Aim of the task =>
Extract from the entries below, exactly as given, only the lines from the line containing "display:grid; grid-template-columns:26px 1fr" to the line containing "flex:none; width:22px; height:22px;", both lines included.

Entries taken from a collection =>
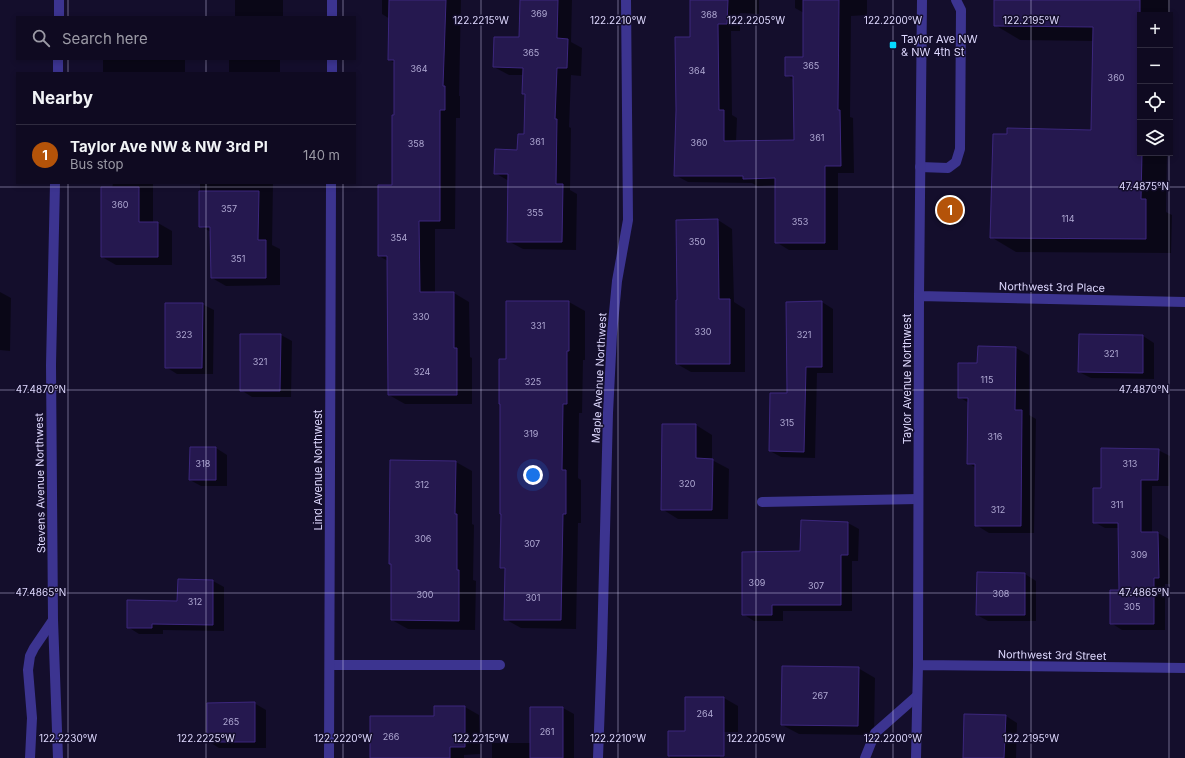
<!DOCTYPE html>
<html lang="en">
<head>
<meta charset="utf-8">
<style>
  body { margin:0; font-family:Inter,sans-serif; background:#18132a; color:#f1f3f6 }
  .controls { position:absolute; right:12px; top:12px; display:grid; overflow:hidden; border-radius:0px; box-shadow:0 2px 6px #0003 }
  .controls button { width:36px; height:36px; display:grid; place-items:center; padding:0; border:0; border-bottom:1px solid #2f2b3f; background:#0f0a21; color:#f1f3f6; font:20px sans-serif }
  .you { position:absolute; left:533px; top:475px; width:14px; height:14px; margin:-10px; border:3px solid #fff; border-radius:50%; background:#1a73e8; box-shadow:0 0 0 6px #1a73e833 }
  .badge { display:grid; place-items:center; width:26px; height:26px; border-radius:50%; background:#b45309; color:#fff; font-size:13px; font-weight:700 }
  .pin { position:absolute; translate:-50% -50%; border:2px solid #fff; box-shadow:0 1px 4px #0006 }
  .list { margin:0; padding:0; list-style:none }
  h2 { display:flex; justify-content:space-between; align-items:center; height:52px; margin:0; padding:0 16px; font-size:17px }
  h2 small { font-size:13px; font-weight:400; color:#9b9aa5 }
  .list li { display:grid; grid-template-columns:26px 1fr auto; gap:12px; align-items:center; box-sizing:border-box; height:60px; padding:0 16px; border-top:1px solid #2f2b3f }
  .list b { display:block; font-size:15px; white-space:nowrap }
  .list p { margin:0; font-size:13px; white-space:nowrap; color:#9b9aa5 }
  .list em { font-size:13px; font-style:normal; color:#9b9aa5 }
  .icon { flex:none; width:22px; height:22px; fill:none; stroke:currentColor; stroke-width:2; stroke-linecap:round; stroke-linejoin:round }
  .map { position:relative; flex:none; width:1185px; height:758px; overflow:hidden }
  .search { position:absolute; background:#0f0a21; box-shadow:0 2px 6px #0003; left:16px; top:16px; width:340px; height:44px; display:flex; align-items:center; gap:10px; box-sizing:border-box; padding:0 14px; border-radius:0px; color:#9b9aa5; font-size:15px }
  .panel { position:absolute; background:#0f0a21; box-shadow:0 2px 6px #0003; left:16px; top:72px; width:340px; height:112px; border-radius:0px }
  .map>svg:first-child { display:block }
</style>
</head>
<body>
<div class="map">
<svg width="1185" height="758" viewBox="0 0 1185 758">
  <rect width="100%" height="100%" fill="#140e2c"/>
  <path fill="#0007" d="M235,0h48v17h-48z
    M382,0h79l-2,96h1v22h-4l-1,111h-20v64h19l15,9 1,55 2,1v46h-67l-16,-9 -1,-134 -9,-5 14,-70 2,-123 -6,-3 1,-41 -8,-5z
    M521,0h51l-1,42 11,6 -1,28 -10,-1 -2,52 2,1 -1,62 7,4 -1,56 -53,-1 -15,-8 1,-60 -14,-8 23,-22 7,-16 1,-40 -3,-1 1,-19h-15l-15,-8 26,-29z
    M691,0h68v14l-19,-1v18h-9l1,84 5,3 -1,24 59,-1 -1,-61 -8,-5 18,-17v-45l-9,-5v-8h72v15l-16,1 -1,101 3,1 1,55h-16v77h-49l-13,-8v-57l-19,1 -5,-3 -64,-1 -13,-7 16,-137z
    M995,0h175v19v-4h-30v138h27l-1,59 6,3 -1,38 -155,-1 -25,-15 101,-106 1,-90 -73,-1 -25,-15z
    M103,59h82v14h-82z
    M229,59h51v14h-51z
    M113,183h40v40h5l14,8v34h-56l-14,-8z
    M183,183h90l-1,62 8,4v36l-54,1 -14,-8 -1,-46 -11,-6v-42z
    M718,220l14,9 2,73 11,7v63h-54l-14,-8z
    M0,292l11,6 -1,53 -10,-1z
    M507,302h62l16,9v49h-2l-1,53h-3l-1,65 3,2v43h-3l-2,106 -55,-1 -16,-9 1,-49 -5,-2 6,-208z
    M822,302l11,7v64h-16l-2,85 -34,-1 -11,-6 18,-57z
    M202,304l12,6 -1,64h-36l-11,-7z
    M281,335l11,6 -1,56h-39l-11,-7z
    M1080,335l63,1 11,7v36l-63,-1 -12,-6z
    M1016,348l13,7v60l7,4 -2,114h-45l-13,-8v-57l-8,-5 1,-60 -10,-6 19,-33z
    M696,425l16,10v25l17,9 -1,50h-50l-16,-10z
    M216,448l11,7v31h-26l-11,-6z
    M1158,450l12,6 -1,30h-17v47h6l11,6 1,45h-5v46h-43l-11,-7 9,-32 -1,-63h-14l-11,-6 8,-33z
    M456,462l16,9v53l2,1 -1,55 3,1 -1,49 -67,-1 -16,-9z
    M848,523l11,6 -1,32h-6v50h-69v10h-29l-11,-7 58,-62z
    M978,573l47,1 11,7v40h-48l-11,-6z
    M179,580l34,1 11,6v44l-61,-1v4h-24l-11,-7 50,-25z
    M858,668l17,10 -1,57 -75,-1 -17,-9z
    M686,698h38l14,8v26h-18v26h-50l-1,-26h17z
    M254,703l12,7v38h-47l-11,-7z
    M465,707l14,8 1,39 -16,1v3h-93l64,-41z
    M563,708l11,6v44h-82v-15h39z
    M1006,716l11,7 -1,35h-52z"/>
  <path fill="#25184f" stroke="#3c277d" d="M389,0h57l-3,86h2v24h-5v111h-21l1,71h34v56h3v47h-69l-1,-139h-9v-71h14v-70h2v-55h-6z
    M520,0h38l-1,38 11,1 -1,29h-10l-2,51h2l-1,65h7l-1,58h-55l1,-68h-14l1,-25 22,1 1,-16h6l1,-40h-3l1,-26 -30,-1 1,-30h25z
    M690,0h38l-1,24h-9l1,86h5v31l70,-1 -1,-64h-8v-19h18v-57h36l-1,110h2l1,56h-16v77h-50v-65l-32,1v-3h-69l2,-66 -1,-73h15z
    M994,0h146v153h2l-1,46h5v40l-156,-1 3,-104h14v-6l84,2 2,-103 -99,-1z
    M101,187h38v35h19v35h-57z
    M199,191h60l-1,49h8v38h-55l-1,-51h-11z
    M718,219l1,80h11v65h-54v-64h1l-1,-80z
    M506,301h63v50h-2v53h-4l-1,66h4v44h-3l-2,106h-57l1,-52h-5l1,-54h-1v-110h-1v-45h7z
    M822,301v66h-16l-2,85 -35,-1 1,-58h17l-1,-91z
    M165,303h38l-1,65h-37z
    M240,334h41l-1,57h-40z
    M1079,334l64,1v38l-65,-1z
    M978,346l38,1 -1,63h7l-1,116h-46v-62h-8l1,-66h-10v-35h19z
    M662,424h34v34l17,1 -1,51h-51z
    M190,447h26v33h-27z
    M1101,448l58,1 -1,31h-17v52h17l1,46h-5v46h-44v-34h9l-1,-67h-25v-35h8z
    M390,460l66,1 -1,53h2v56h2v51l-68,-1v-56h-2z
    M801,520l47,2v33h-7v50h-69v10h-30v-63l58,-1z
    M977,572l48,1v42h-49z
    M178,579l35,1v45l-61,-1v4h-25v-28l50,1z
    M782,666l77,1 -1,59 -77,-1z
    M685,697h39v59h-56v-25h17z
    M255,702v40h-48v-39z
    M434,706h31v41h-15v11h-80v-42h64z
    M530,707h33v51h-33z
    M964,714l42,1 -2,43h-41z"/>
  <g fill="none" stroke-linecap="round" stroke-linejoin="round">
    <path stroke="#3c3490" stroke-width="10" d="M920,167l28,1 8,-6 4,-13 1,-139 -5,-10
      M762,502l156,-3
      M330,665h170
      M30,758l2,-40 -4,-48 2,-14 4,-8 19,-28
      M865,758l10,-25 42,-37"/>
    <path stroke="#3c3490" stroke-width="10" d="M59,17v-17
      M332,17v-17
      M58,73v-14
      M332,73v-14
      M55,183l-4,182 2,255 5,138
      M919,296l266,6
      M918,665l267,3
      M329,758l2,-575
      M598,758l4,-110 6,-235 4,-79 5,-53 11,-61 -2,-220
      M916,758l2,-93 1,-369 3,-296"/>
  </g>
  <path fill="none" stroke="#dfd9ff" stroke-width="1" stroke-opacity="0.45" d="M68,0v17M206,0v17M343,0v17M481,0v758M618,0v758M756,0v758M893,0v758M1031,0v758M1169,0v15M68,59v14M206,59v14M343,59v14M1169,153v605M68,183v575M206,183v575M343,183v575M0,187h1185M0,390h1185M0,593h1185"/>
  <rect fill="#05daff" stroke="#140e2c" stroke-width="1.5" x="889" y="41" width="8" height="8" rx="2"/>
  <g text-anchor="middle" stroke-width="3" stroke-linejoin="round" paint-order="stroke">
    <g font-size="9" fill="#b0a9d3">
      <text x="539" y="17">369</text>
      <text x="709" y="18">368</text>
      <text x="531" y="56">365</text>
      <text x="811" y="69">365</text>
      <text x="419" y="72">364</text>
      <text x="697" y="74">364</text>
      <text x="1116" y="81">360</text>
      <text x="817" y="141">361</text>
      <text x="537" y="145">361</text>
      <text x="699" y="146">360</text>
      <text x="416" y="147">358</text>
      <text x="120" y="208">360</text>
      <text x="229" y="212">357</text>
      <text x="535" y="216">355</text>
      <text x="1068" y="222">114</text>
      <text x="800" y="225">353</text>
      <text x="399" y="241">354</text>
      <text x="697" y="245">350</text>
      <text x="238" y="262">351</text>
      <text x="421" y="320">330</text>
      <text x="538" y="329">331</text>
      <text x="703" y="335">330</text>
      <text x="184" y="338">323</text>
      <text x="804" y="338">321</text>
      <text x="1111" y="357">321</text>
      <text x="260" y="365">321</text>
      <text x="422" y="375">324</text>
      <text x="987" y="383">115</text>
      <text x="533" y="385">325</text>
      <text x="787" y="426">315</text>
      <text x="531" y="437">319</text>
      <text x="995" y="440">316</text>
      <text x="203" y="467">318</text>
      <text x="1130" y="467">313</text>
      <text x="687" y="487">320</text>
      <text x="422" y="488">312</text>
      <text x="1117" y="508">311</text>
      <text x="998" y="513">312</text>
      <text x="423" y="542">306</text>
      <text x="532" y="547">307</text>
      <text x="1139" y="558">309</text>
      <text x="757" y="586">309</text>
      <text x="816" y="589">307</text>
      <text x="1001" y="597">308</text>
      <text x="425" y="598">300</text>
      <text x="533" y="601">301</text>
      <text x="195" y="605">312</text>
      <text x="1132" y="610">305</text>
      <text x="820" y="699">267</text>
      <text x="705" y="717">264</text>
      <text x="231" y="725">265</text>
      <text x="547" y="735">261</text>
      <text x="391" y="740">266</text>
    </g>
    <g font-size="11" fill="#dfd9ff" stroke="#140e2c" text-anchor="start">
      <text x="901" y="43">Taylor Ave NW<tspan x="901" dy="13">&amp; NW 4th St</tspan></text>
    </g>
    <g font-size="11" fill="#dfd9ff" stroke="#140e2c">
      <text transform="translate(1052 287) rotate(1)" y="4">Northwest 3rd Place</text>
      <text transform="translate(599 378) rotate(-87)" y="4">Maple Avenue Northwest</text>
      <text transform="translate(907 379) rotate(-90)" y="4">Taylor Avenue Northwest</text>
      <text transform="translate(318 470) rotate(-90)" y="4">Lind Avenue Northwest</text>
      <text transform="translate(40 483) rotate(-91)" y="4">Stevens Avenue Northwest</text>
      <text transform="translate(1052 655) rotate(1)" y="4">Northwest 3rd Street</text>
    </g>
  </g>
  <g font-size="10" text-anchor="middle" fill="#dfd9ff" stroke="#140e2c" stroke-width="3" stroke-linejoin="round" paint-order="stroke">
    <text x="481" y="24">122.2215°W</text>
    <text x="618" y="24">122.2210°W</text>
    <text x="756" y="24">122.2205°W</text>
    <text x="893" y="24">122.2200°W</text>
    <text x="1031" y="24">122.2195°W</text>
    <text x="1144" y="190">47.4875°N</text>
    <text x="41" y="393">47.4870°N</text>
    <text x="1144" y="393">47.4870°N</text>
    <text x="41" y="596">47.4865°N</text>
    <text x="1144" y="596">47.4865°N</text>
    <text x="68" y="742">122.2230°W</text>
    <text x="206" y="742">122.2225°W</text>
    <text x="343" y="742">122.2220°W</text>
    <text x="481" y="742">122.2215°W</text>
    <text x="618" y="742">122.2210°W</text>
    <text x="756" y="742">122.2205°W</text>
    <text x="893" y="742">122.2200°W</text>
    <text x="1031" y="742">122.2195°W</text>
  </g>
</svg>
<div class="controls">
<button>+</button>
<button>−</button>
<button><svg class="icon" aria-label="locate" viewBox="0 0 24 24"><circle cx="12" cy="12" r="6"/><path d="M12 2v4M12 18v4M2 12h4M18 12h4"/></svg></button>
<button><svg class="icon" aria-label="layers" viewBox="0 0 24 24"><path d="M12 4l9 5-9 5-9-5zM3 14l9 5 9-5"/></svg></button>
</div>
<div class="you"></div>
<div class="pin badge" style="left:950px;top:210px">1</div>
<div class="search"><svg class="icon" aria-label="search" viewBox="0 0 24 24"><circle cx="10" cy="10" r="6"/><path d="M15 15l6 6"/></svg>Search here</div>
<section class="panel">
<h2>Nearby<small></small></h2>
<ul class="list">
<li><span class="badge">1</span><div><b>Taylor Ave NW &amp; NW 3rd Pl</b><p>Bus stop</p></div><em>140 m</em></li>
</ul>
</section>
</div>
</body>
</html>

Solution to this exercise =>
  .list li { display:grid; grid-template-columns:26px 1fr auto; gap:12px; align-items:center; box-sizing:border-box; height:60px; padding:0 16px; border-top:1px solid #2f2b3f }
  .list b { display:block; font-size:15px; white-space:nowrap }
  .list p { margin:0; font-size:13px; white-space:nowrap; color:#9b9aa5 }
  .list em { font-size:13px; font-style:normal; color:#9b9aa5 }
  .icon { flex:none; width:22px; height:22px; fill:none; stroke:currentColor; stroke-width:2; stroke-linecap:round; stroke-linejoin:round }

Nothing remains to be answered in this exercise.